William Davis, Cary’s athletic manager and Ferreira’s direct supervisor, said customers are happy with the center but acknowledged that its expenses have grown alongside its revenues, which means the longstanding deficit has yet to be erased, though it’s a significantly smaller portion of the budget. The park draws young high-level players from hours away, and a teen protege of the park staff won a national title this year.

The incentive model doesn’t penalize tennis park employees for expenses. “It really isn’t built into the formula,” Davis said, adding that the town still examines Ferreira’s performance with regard to expenses.

Few outside of town government knew about Ferreira’s bonuses. Town meeting minutes don’t reflect the incentive arrangement, and even a former council member couldn’t recall discussing it.

“None of that rings a bell with me at all. I don’t recall ever getting that level of detail,” said former councilwoman Julie Robison, who served on the board from 2001 to 2012. She did not criticize the arrangement.

Bonuses from merger talks

Since 2009, Graham Edwards, 60, has been the chief executive officer of ElectriCities. He receives a base salary of $530,000, but his bonuses and other perks have pushed his annual compensation as high as $791,687. That’s nearly twice the pay his predecessor, Jesse Tilton, received in his best year.

Edwards’ contract dictates he receive a bonus of up to 10 percent of his salary each year he stays in the job, and another bonus of up to 10 percent based on performance goals.

But the board has continued to give him additional bonus money. In 2011, it gave him $26,500; last year, it was $15,900.

The additional bonuses in 2011 and 2012 had to do with Edwards’ rate renegotiations during the merger of Duke Power and Progress Energy that are expected to save millions of dollars each year for the communities the nonprofit serves, ElectriCities’ board minutes show. ElectriCities was one of 17 larger customers that cut rate deals with Duke or Progress in exchange for supporting the merger.

‘Saving us money’

“Having someone who is experienced and capable is saving us money,” said John Craft, the LaGrange town manager and former ElectriCities board chairman.

Edwards said the savings he achieved were much better than what Duke initially offered and reflected his value to ElectriCities.

“At the end of the day, we received substantially more than what they initially put on the table – five to six times,” Edwards said. “And those benefits are flowing back to our members right now.”

Since 1995, ElectriCities has served as the overseer of operations for two municipal power agencies that represent 51 communities. It is funded with fees from its municipal members.

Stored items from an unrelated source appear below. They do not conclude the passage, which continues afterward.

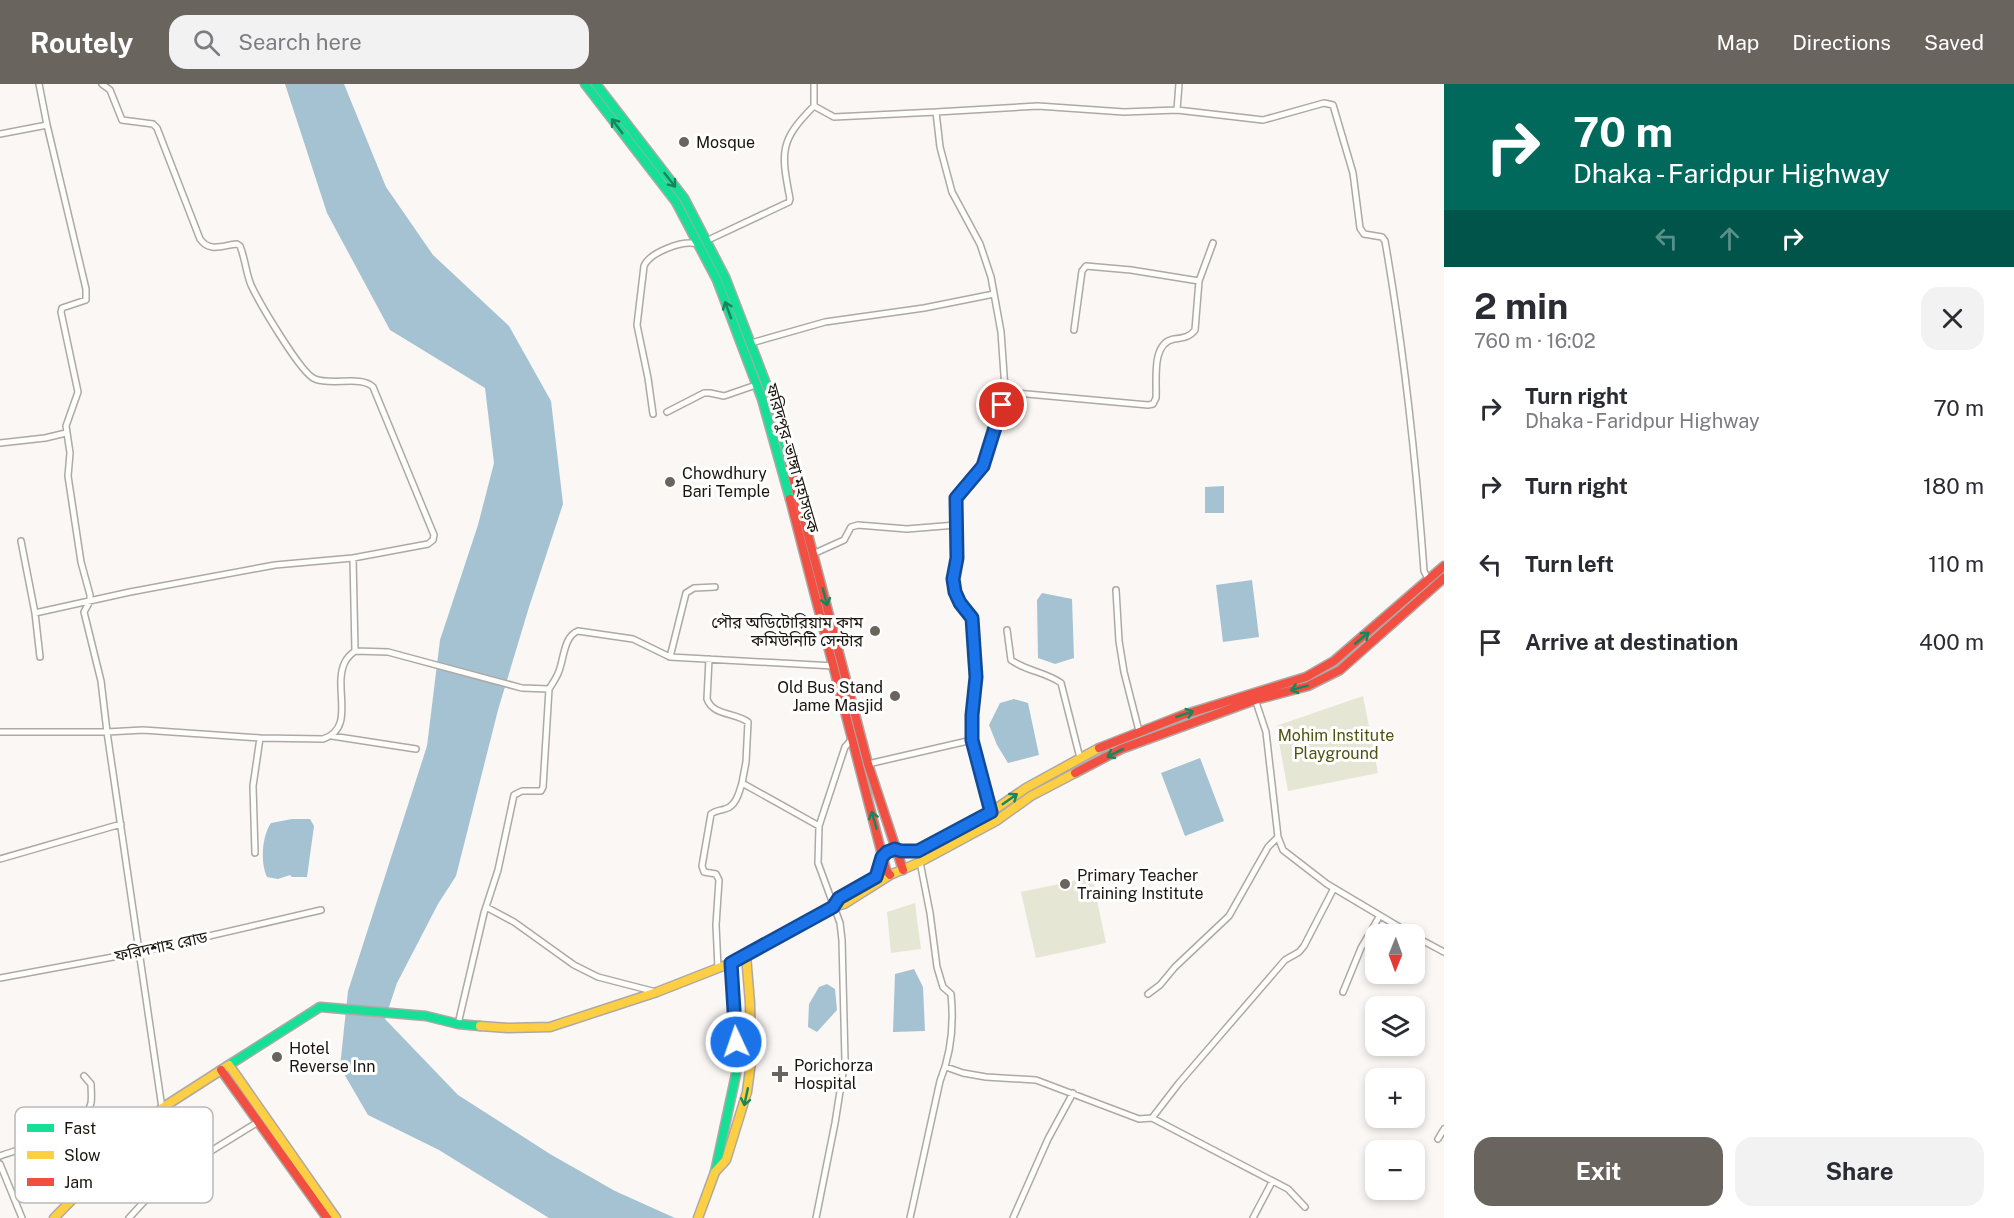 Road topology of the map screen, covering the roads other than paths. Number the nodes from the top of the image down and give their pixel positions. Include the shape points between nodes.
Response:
1 (39, 84) edge
2 (102, 84) edge
3 (585, 84) edge
4 (596, 84) edge
5 (814, 84) edge
6 (1179, 84) edge
7 (814, 106) junction
8 (1177, 110) junction
9 (936, 112) junction
10 (46, 125) junction
11 (0, 134) edge
12 (641, 150) junction
13 (703, 242) junction
14 (1213, 243) dead end
15 (1199, 281) junction
16 (994, 294) junction
17 (1074, 330) dead end
18 (751, 343) junction
19 (741, 347) junction
20 (756, 385) junction
21 (1005, 392) junction
22 (775, 407) junction
23 (765, 411) junction
24 (667, 412) dead end
25 (653, 414) dead end
26 (66, 433) junction
27 (0, 443) edge
28 (785, 443) junction
29 (774, 446) junction
30 (956, 525) junction
31 (21, 541) dead end
32 (809, 556) junction
33 (353, 558) junction
34 (1444, 566) edge
35 (1444, 578) edge
36 (1431, 584) junction
37 (715, 587) dead end
38 (1116, 590) dead end
39 (90, 601) junction
40 (35, 613) junction
41 (1006, 630) dead end
42 (355, 651) junction
43 (40, 657) dead end
44 (670, 657) junction
45 (709, 659) junction
46 (838, 665) junction
47 (549, 689) junction
48 (1254, 696) junction
49 (1139, 731) junction
50 (0, 732) edge
51 (107, 732) junction
52 (332, 736) junction
53 (260, 738) junction
54 (852, 739) junction
55 (972, 740) junction
56 (416, 749) dead end
57 (1080, 758) junction
58 (868, 764) junction
59 (742, 783) junction
60 (876, 787) junction
61 (866, 790) junction
62 (991, 812) junction
63 (996, 821) junction
64 (121, 824) junction
65 (819, 826) junction
66 (1278, 837) junction
67 (895, 849) junction
68 (255, 853) dead end
69 (884, 854) junction
70 (0, 859) edge
71 (920, 862) junction
72 (903, 870) junction
73 (890, 875) junction
74 (1334, 888) junction
75 (486, 907) junction
76 (833, 907) junction
77 (321, 910) dead end
78 (1379, 917) junction
79 (1392, 924) edge
80 (1425, 942) edge
81 (140, 952) junction
82 (1444, 952) edge
83 (746, 955) junction
84 (731, 963) junction
85 (718, 968) junction
86 (0, 978) edge
87 (657, 992) junction
88 (1343, 992) dead end
89 (1148, 994) dead end
90 (458, 1024) junction
91 (946, 1067) junction
92 (225, 1068) junction
93 (84, 1076) dead end
94 (1073, 1093) junction
95 (89, 1107) edge
96 (162, 1107) edge
97 (164, 1107) edge
98 (1152, 1118) junction
99 (259, 1121) junction
100 (1444, 1129) edge
101 (1438, 1139) dead end
102 (15, 1150) edge
103 (213, 1150) edge
104 (0, 1156) edge
105 (0, 1164) edge
106 (715, 1172) junction
107 (1272, 1182) junction
108 (15, 1201) edge
109 (16, 1203) edge
110 (69, 1203) edge
111 (143, 1203) edge
112 (1305, 1207) dead end
113 (22, 1218) edge
114 (54, 1218) edge
115 (129, 1218) edge
116 (327, 1218) edge
117 (336, 1218) edge
118 (698, 1218) edge
119 (816, 1218) edge
120 (910, 1218) edge
121 (1013, 1218) edge
122 (1253, 1218) edge

1 - 10 street
2 - 33 street via 110,90 122,120 153,124 157,128 204,245 240,246 259,301 305,374 321,381 362,382 373,387 434,535 428,544
12 -> 3 main road, ফরিদপুর-ভাঙ্গা মহাসড়ক
4 - 12 main road, ফরিদপুর-ভাঙ্গা মহাসড়ক
5 - 7 street
6 - 8 street
7 - 9 street via 834,117
7 - 13 street via 790,133 785,150 789,202
8 - 9 street via 1124,112 1038,106
8 - 36 street via 1263,120 1324,103 1333,105 1353,173 1360,228 1364,234 1385,240 1417,476 1424,571
9 - 16 street via 952,192 980,244
10 - 11 street
10 - 26 street via 87,297 61,312 78,392
12 - 13 main road, ফরিদপুর-ভাঙ্গা মহাসড়ক
13 - 18 main road, ফরিদপুর-ভাঙ্গা মহাসড়ক via 725,278
19 -> 13 main road, ফরিদপুর-ভাঙ্গা মহাসড়ক
13 - 25 street via 669,249 647,259 644,266 637,325
14 - 15 street
15 - 17 street via 1086,266 1082,271
15 - 21 street via 1196,330 1182,339 1172,339 1159,351 1153,404
16 - 18 street via 825,322
16 - 21 street
18 - 19 street
18 - 22 main road, ফরিদপুর-ভাঙ্গা মহাসড়ক
19 - 20 main road, ফরিদপুর-ভাঙ্গা মহাসড়ক
20 - 23 main road, ফরিদপুর-ভাঙ্গা মহাসড়ক
20 - 24 street via 724,396 704,393
21 - 30 street via 983,466 956,498
22 - 23 main road
22 - 28 main road, ফরিদপুর-ভাঙ্গা মহাসড়ক
23 - 29 main road, ফরিদপুর-ভাঙ্গা মহাসড়ক
26 - 27 street
26 - 39 street via 70,453 68,476
28 - 29 main road
28 - 32 main road, ফরিদপুর-ভাঙ্গা মহাসড়ক
29 - 32 main road, ফরিদপুর-ভাঙ্গা মহাসড়ক
30 - 32 street via 908,529 858,525 851,527 844,540
30 - 55 street via 955,592 974,627
31 - 40 street
32 - 46 main road, ফরিদপুর-ভাঙ্গা মহাসড়ক
33 - 39 street via 275,565
33 - 42 street
34 - 36 main road
35 - 36 main road
36 - 48 main road via 1340,670 1308,686
37 - 44 street via 694,588 686,593
38 - 49 street via 1124,672
39 - 40 street
39 - 51 street via 84,612 102,688
40 - 43 street
41 - 57 street via 1011,660 1061,683
42 - 47 street via 388,652 522,688
42 - 52 street via 345,661 342,672 341,722
44 - 45 street
44 - 47 street via 633,639 578,631 569,638
45 - 46 street
45 - 59 street via 709,705 748,722
46 - 54 main road, ফরিদপুর-ভাঙ্গা মহাসড়ক
46 - 58 main road, ফরিদপুর-ভাঙ্গা মহাসড়ক
47 - 75 street via 543,787 541,791 514,795
49 -> 48 main road
48 -> 63 main road via 1121,749 1031,796
48 - 66 street via 1266,732
49 - 57 main road
50 - 51 street
51 - 53 street via 143,730
51 - 64 street
52 - 53 street
52 - 56 street
53 - 68 street via 253,786
54 - 61 main road, ফরিদপুর-ভাঙ্গা মহাসড়ক
54 - 65 street via 845,747
55 - 58 street
55 - 62 street
62 -> 57 main road
58 - 60 main road, ফরিদপুর-ভাঙ্গা মহাসড়ক
59 - 65 street
59 - 85 street via 730,808 711,814 702,866 704,873 716,874 719,880
60 - 61 main road
60 - 67 main road, ফরিদপুর-ভাঙ্গা মহাসড়ক
69 -> 61 main road, ফরিদপুর-ভাঙ্গা মহাসড়ক
62 - 63 street
62 - 67 main road via 923,849
63 - 71 main road
64 - 70 street
64 - 81 street
65 - 76 street via 818,863
66 - 74 street via 1283,850
66 - 89 street via 1229,916
67 - 69 main road
67 - 72 main road, ফরিদপুর-ভাঙ্গা মহাসড়ক
69 - 73 main road, ফরিদপুর-ভাঙ্গা মহাসড়ক
69 - 76 main road via 876,877 839,898
71 - 72 main road
71 - 91 street via 937,967 943,987 951,994
72 - 73 main road
73 - 76 main road
74 - 78 street
74 - 98 street via 1304,946 1285,960
75 - 87 street via 598,977
75 - 90 street
76 - 83 main road
76 - 119 street via 842,940 845,1060
77 - 81 street, ফরিদশাহ রোড
78 - 79 street
78 - 88 street
80 - 82 street
81 - 86 street, ফরিদশাহ রোড
81 - 96 street
83 - 84 main road
83 -> 106 main road via 750,1003 747,1092 726,1160
84 - 85 main road
84 - 106 main road via 734,1090
85 - 87 main road
87 - 90 main road via 550,1027
90 - 92 main road via 426,1016 320,1007
91 - 94 street via 986,1077 1036,1080
91 - 120 street
92 - 97 main road
92 - 99 main road
92 - 117 main road
93 - 95 street via 91,1084
94 - 98 street via 1139,1119
94 - 121 street via 1048,1138
98 - 107 street
99 - 103 street
99 - 116 main road
100 - 101 street
102 - 104 street
105 - 108 street
106 - 118 main road
107 - 112 street via 1288,1189
107 - 122 street
109 - 113 street
110 - 114 main road
111 - 115 street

ElectriCities officials say Edwards has stabilized electric rates for its member communities, largely by renegotiating power contracts from Duke Energy that they say will save $133 million for communities in the eastern half of the state over 20 years and produce $23 million in savings for western communities over five years.

The negotiations also freed up $40 million belonging to western communities that Duke had been holding as a sort of security deposit.

That’s money that Craft, the ElectriCities board member, said can be used to hold down rate increases. ElectriCities has kept rates from climbing for the municipal power agency serving Eastern North Carolina, while the agency serving the western municipalities is facing a 5 percent increase next year.

“The big thing for us was rate stability, and through Graham’s leadership we’ve seen that,” Craft said.

Craft said the ElectriCities board sought to give Edwards a pay package in the neighborhood of what he could make in the private sector. It includes car and expense allowances that pay him a combined $25,200 each year and covers tax liabilities on those allowances that cost ElectriCities another $20,000 each year.

Edwards has extensive experience in the utility business. He spent 25 years with Santee Cooper, also known as the South Carolina Public Service Authority, and rose to become CEO. After that, he led the Midwest Independent Transmission System Operator, a regional electric transmission provider, for three years. He said he planned to retire after that, but the ElectriCities job caused him to postpone those plans.

Observer staff writer Steve Harrison contributed.